*Exercise description*
Scan the listing below for "them", then report every line that has it.

*Exercise input*

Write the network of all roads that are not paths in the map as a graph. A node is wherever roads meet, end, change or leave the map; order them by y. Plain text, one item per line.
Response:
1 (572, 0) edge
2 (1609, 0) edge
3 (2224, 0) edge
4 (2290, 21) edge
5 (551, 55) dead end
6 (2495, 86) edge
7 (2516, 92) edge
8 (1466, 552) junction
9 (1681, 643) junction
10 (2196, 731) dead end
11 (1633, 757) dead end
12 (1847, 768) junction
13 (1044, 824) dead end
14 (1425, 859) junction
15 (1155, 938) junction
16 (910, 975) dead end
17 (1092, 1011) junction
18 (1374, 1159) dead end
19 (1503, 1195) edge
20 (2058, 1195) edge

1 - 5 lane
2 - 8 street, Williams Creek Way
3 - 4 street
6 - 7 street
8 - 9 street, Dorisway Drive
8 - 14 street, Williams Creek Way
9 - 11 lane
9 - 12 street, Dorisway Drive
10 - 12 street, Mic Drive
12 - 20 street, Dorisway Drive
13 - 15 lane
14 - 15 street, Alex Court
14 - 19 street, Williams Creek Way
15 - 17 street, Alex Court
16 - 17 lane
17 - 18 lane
---
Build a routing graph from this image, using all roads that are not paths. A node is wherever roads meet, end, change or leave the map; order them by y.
--
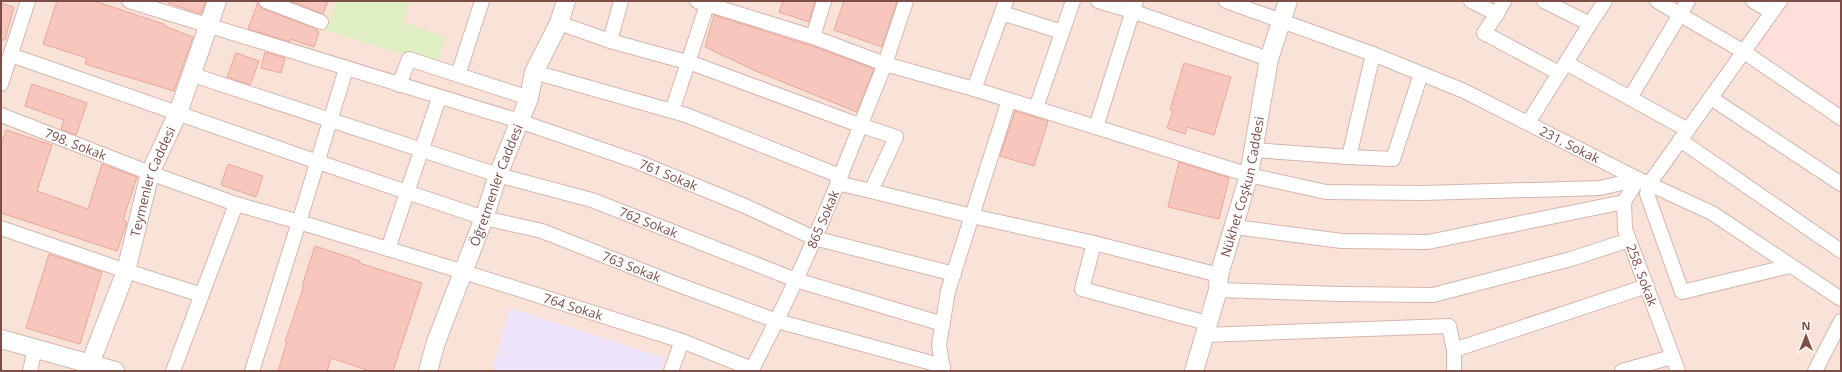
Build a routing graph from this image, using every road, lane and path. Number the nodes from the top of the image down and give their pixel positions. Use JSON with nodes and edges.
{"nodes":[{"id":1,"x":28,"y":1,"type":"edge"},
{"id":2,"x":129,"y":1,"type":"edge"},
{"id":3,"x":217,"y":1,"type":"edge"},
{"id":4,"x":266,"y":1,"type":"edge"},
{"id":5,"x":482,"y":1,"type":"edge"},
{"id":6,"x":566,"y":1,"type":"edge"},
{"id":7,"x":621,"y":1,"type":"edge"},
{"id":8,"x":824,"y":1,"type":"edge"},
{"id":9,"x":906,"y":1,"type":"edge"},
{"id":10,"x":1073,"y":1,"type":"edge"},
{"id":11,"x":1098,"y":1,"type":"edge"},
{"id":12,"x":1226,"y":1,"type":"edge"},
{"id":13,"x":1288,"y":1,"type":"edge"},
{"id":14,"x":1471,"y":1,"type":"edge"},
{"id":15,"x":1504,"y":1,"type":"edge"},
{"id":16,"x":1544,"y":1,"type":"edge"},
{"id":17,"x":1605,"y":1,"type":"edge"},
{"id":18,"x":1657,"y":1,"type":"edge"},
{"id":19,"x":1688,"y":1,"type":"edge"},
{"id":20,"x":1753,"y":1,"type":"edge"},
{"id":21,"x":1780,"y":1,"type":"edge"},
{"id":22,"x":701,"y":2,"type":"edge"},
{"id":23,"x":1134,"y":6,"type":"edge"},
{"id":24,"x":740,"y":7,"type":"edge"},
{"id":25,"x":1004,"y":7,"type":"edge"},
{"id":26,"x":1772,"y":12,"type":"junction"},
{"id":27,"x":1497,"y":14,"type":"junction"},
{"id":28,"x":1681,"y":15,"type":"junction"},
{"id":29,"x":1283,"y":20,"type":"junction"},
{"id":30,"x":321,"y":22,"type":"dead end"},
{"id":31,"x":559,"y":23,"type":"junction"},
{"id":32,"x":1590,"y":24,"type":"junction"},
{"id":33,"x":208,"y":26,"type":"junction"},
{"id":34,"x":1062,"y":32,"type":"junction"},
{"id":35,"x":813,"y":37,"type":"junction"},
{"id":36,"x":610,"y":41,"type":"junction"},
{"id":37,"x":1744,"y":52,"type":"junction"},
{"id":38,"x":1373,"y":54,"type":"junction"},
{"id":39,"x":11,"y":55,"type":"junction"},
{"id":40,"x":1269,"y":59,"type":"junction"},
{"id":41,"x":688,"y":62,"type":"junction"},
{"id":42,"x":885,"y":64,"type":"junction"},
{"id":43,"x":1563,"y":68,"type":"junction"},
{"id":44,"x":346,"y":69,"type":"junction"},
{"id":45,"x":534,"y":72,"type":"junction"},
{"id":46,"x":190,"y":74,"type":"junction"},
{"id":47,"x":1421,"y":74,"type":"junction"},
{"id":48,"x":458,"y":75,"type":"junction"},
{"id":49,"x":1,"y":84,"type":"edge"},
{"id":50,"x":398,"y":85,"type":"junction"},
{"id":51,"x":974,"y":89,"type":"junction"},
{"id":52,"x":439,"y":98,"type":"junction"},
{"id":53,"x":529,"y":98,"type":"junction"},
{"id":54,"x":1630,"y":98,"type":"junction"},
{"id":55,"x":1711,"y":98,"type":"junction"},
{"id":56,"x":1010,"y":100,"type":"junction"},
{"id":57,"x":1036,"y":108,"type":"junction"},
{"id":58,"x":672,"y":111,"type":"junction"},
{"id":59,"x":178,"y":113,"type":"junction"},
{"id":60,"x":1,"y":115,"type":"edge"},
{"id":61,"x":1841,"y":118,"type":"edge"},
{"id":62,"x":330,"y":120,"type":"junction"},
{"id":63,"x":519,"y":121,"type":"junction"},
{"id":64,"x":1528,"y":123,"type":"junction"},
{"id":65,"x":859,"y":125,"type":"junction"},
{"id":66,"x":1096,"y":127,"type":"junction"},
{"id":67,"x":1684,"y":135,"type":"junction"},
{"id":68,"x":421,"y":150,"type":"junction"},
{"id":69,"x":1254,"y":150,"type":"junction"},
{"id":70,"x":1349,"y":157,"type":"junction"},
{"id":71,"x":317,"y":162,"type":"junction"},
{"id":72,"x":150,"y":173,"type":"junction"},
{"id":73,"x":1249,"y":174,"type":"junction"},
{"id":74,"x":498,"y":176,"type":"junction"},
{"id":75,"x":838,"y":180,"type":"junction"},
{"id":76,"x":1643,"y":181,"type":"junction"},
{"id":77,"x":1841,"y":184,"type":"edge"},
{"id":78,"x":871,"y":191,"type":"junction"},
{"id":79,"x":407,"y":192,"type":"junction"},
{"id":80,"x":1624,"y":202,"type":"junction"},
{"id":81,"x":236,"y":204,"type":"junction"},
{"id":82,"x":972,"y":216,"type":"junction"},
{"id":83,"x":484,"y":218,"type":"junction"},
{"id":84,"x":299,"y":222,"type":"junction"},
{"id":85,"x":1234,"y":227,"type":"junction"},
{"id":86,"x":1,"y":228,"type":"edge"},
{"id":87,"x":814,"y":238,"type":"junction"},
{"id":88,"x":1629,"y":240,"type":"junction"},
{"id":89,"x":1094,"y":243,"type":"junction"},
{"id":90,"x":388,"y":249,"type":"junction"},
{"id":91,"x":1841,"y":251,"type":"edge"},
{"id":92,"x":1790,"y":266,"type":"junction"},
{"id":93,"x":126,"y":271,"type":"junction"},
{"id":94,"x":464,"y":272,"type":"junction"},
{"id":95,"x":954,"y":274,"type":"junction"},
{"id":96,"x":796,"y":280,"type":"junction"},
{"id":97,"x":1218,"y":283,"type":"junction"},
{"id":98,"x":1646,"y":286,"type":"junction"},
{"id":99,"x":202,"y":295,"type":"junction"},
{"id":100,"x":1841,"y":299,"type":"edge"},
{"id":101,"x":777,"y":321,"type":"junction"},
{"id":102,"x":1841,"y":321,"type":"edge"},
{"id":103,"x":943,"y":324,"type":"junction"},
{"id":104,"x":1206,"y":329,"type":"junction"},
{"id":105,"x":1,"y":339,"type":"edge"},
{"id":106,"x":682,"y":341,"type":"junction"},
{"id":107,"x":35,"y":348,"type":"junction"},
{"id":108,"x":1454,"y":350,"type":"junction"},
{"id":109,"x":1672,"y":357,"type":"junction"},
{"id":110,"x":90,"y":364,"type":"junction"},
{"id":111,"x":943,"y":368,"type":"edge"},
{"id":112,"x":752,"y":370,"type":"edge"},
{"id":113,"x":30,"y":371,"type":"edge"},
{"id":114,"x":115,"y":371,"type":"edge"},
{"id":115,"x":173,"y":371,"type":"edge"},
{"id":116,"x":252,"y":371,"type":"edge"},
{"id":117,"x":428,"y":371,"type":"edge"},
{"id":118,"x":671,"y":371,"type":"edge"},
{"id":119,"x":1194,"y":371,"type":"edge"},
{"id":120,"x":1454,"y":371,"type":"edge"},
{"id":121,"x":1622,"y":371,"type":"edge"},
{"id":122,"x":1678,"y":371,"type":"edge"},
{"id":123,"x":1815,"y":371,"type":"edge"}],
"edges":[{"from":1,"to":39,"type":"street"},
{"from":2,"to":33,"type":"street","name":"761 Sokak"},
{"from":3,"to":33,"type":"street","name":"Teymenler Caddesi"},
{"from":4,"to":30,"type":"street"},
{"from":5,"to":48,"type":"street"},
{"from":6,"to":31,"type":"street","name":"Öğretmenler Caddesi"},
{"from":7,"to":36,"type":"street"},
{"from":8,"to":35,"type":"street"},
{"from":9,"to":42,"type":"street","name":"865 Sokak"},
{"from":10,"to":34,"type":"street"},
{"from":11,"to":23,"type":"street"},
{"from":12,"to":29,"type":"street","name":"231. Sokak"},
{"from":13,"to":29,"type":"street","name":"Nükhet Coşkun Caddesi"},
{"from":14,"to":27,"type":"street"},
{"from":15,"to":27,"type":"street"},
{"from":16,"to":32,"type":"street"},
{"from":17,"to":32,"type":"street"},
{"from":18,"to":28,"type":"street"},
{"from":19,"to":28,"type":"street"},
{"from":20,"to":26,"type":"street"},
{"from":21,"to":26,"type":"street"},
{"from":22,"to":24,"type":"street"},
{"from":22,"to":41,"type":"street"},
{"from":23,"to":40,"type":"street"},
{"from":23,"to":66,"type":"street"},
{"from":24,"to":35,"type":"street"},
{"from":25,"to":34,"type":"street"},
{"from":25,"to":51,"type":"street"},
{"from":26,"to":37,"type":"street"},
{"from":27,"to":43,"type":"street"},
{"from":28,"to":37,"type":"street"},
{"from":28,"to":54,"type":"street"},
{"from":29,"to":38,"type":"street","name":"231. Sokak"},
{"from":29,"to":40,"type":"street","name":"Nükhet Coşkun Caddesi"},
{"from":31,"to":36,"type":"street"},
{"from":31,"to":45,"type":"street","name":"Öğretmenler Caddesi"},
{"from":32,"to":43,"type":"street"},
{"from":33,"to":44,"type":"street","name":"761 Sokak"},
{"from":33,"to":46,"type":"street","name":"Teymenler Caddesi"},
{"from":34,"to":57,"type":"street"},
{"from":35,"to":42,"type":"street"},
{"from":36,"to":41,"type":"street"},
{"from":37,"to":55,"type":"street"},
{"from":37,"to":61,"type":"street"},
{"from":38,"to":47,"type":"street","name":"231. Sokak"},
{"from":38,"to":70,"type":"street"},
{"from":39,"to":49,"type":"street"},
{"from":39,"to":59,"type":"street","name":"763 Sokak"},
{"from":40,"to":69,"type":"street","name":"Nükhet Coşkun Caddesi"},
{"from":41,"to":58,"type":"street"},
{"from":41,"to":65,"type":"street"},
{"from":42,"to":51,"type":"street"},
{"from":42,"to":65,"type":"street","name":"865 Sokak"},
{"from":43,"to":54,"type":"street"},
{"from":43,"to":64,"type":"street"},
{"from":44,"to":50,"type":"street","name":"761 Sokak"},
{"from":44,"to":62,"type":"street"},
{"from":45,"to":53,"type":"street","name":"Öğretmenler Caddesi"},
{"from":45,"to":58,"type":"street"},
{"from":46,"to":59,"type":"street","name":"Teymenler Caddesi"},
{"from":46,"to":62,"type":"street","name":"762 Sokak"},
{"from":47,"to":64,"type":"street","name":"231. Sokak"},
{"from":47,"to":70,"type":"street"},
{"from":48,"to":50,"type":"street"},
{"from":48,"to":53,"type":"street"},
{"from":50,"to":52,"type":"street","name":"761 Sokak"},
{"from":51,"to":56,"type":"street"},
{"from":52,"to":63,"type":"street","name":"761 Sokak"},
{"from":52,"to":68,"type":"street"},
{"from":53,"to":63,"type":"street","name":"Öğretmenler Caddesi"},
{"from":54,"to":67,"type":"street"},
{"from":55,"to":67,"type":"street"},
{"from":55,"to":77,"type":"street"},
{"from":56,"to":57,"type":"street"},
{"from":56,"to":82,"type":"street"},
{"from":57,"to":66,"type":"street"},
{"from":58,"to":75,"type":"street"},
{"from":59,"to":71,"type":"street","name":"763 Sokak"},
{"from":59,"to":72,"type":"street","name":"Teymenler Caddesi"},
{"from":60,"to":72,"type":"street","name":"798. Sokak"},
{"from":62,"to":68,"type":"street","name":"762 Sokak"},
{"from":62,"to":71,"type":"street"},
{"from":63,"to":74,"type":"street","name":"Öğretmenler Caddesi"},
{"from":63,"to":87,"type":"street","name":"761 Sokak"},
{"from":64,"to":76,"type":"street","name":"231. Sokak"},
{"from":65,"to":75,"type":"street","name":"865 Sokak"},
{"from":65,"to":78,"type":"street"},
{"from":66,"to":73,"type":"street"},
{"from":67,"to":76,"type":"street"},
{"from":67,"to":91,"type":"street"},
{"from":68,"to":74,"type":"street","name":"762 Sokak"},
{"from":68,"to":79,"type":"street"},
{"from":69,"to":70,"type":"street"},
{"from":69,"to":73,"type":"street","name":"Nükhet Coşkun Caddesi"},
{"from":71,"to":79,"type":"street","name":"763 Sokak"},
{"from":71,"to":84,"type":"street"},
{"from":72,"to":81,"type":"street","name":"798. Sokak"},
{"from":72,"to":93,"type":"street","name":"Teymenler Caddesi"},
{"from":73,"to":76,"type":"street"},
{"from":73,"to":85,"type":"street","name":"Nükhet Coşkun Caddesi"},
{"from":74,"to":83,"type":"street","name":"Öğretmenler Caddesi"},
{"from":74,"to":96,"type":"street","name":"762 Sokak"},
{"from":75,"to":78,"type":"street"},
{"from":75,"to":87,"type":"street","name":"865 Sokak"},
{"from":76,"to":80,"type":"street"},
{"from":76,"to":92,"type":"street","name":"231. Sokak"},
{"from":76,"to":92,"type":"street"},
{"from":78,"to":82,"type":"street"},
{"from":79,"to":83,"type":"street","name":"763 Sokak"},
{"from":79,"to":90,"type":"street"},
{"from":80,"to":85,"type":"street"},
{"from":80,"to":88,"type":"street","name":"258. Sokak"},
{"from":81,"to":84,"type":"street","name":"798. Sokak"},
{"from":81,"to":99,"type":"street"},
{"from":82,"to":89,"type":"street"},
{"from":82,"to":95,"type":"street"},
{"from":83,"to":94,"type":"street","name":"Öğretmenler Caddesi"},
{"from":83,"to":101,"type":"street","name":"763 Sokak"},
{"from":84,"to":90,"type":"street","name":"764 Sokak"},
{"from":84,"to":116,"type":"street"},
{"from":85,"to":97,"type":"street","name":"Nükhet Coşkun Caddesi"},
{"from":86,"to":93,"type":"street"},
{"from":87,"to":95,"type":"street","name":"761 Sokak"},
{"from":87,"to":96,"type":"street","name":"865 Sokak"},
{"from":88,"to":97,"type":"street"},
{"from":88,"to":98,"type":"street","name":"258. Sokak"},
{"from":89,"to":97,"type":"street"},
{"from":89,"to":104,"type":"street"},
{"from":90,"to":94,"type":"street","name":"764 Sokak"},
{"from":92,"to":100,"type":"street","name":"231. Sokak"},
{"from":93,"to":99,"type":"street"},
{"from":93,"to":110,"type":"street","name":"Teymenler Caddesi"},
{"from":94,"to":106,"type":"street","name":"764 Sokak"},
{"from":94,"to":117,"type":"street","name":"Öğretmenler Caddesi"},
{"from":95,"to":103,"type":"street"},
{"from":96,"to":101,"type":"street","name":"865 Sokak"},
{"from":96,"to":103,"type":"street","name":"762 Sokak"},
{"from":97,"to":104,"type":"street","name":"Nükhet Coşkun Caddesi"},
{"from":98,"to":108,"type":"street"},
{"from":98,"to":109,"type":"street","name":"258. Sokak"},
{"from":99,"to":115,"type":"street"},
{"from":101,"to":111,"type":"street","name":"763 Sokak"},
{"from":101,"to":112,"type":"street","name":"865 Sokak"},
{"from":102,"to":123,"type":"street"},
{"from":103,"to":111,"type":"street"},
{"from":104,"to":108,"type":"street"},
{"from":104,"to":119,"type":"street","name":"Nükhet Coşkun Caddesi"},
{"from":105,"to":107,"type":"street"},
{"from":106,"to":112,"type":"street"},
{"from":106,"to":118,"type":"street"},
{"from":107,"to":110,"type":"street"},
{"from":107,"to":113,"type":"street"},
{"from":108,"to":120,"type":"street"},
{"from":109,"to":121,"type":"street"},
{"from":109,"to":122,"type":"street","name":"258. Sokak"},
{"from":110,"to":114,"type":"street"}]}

*Solution for this task*
Write the network of all roads that are not paths in the map as a graph. A node is wherever roads meet, end, change or leave the map; order them by y. Plain text, one item per line.
Build a routing graph from this image, using all roads that are not paths. A node is wherever roads meet, end, change or leave the map; order them by y.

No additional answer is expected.